Mais le « Paradis brûle » ne peut être comparé aussi facilement. Il est beau, drôle, unique et brutal. Les bagarres sont monnaie courante, les ordres sont sévères, mais pas seulement.

Voici un un sens aigu de la communauté dans une bande d’adolescentes qui semble presque utopique. En l’absence de règles adultes, elles inventent leurs propres rites de passage, qu’il s’agisse de la perte d’une dent de devant ou des premières règles, la bande s’occupe de la célébration.

Ils font des innocents s’introduisent dans des villas luxueuses juste pour utiliser la piscine. Peut-être s’allonger dans un lit moelleux et regarder une télévision hors de prix. Mais Laura est fatiguée.

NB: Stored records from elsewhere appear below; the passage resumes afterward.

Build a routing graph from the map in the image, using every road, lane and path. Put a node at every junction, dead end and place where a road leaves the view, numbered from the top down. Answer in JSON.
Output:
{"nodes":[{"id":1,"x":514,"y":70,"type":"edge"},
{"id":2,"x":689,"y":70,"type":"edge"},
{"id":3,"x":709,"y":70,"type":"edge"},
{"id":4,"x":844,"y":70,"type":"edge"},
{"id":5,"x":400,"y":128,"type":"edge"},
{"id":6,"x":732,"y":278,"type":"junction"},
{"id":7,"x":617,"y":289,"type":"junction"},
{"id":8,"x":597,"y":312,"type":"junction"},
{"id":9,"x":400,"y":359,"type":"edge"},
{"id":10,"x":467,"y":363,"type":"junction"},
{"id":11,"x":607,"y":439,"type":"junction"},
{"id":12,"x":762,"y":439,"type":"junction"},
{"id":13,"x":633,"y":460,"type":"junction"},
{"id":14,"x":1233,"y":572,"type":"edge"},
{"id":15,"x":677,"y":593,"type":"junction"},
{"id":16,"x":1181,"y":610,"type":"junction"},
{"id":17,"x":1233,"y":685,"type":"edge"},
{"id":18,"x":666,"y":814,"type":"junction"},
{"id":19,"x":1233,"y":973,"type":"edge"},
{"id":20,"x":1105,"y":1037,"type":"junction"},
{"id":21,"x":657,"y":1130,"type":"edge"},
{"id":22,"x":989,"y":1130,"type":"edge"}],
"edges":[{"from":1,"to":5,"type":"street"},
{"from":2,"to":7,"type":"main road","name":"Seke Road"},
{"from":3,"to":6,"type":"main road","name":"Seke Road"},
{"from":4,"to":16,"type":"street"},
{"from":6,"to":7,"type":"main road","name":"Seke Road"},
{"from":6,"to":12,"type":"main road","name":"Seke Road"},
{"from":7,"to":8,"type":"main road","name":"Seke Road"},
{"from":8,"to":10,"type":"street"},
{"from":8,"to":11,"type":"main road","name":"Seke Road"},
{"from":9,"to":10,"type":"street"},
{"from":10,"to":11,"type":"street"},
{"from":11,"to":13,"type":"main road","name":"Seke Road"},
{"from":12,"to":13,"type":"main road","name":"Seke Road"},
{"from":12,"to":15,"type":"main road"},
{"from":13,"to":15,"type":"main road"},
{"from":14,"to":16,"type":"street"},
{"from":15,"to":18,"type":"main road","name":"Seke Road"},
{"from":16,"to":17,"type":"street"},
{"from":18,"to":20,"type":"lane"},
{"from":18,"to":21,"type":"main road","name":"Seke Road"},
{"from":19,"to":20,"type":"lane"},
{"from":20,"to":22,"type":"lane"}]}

Lorsqu’elle fait accidentellement la connaissance d’une femme apparemment bien organisée (Ida Engvoll), elle peut échapper à ses responsabilités pendant un certain temps. Et peut-être trouver une maman de substitution ?

Malgré le réalisme social des doigts de poisson pourris et des draps imbibés de pisse, le temps et l’espace sont, d’une certaine manière, d’une fluidité rêveuse. C’est la fin de l’école et une nuit lumineuse de juin, suivie de peu par une soirée saturée et sombre d’août.

« Le paradis brûle manifeste le temps fragile et subjectif de l’enfance, tantôt précipité, tantôt gazéifié. Le montage est parfois syncopé avec un léger décalage entre le son et l’image. L’absence de préoccupation pour le temps et l’espace est intéressante, mais elle perturbe aussi légèrement l’illusion.

Ida Engvoll est une actrice fantastique qui maîtrise aussi bien la comédie que la colère et la folie. Elle rencontre ici ses pairs, les jeunes acteurs Delbravo, Asaad et Mossberg se jouant de tout le monde.

Quand Dilvin Asaad Mira, 12 ans, prend en charge la gestion de Sasha, un ivrogne gentil et amateur de karaoké, le mélange d’humour et de chaleur est perfectionné d’une manière très inhabituelle.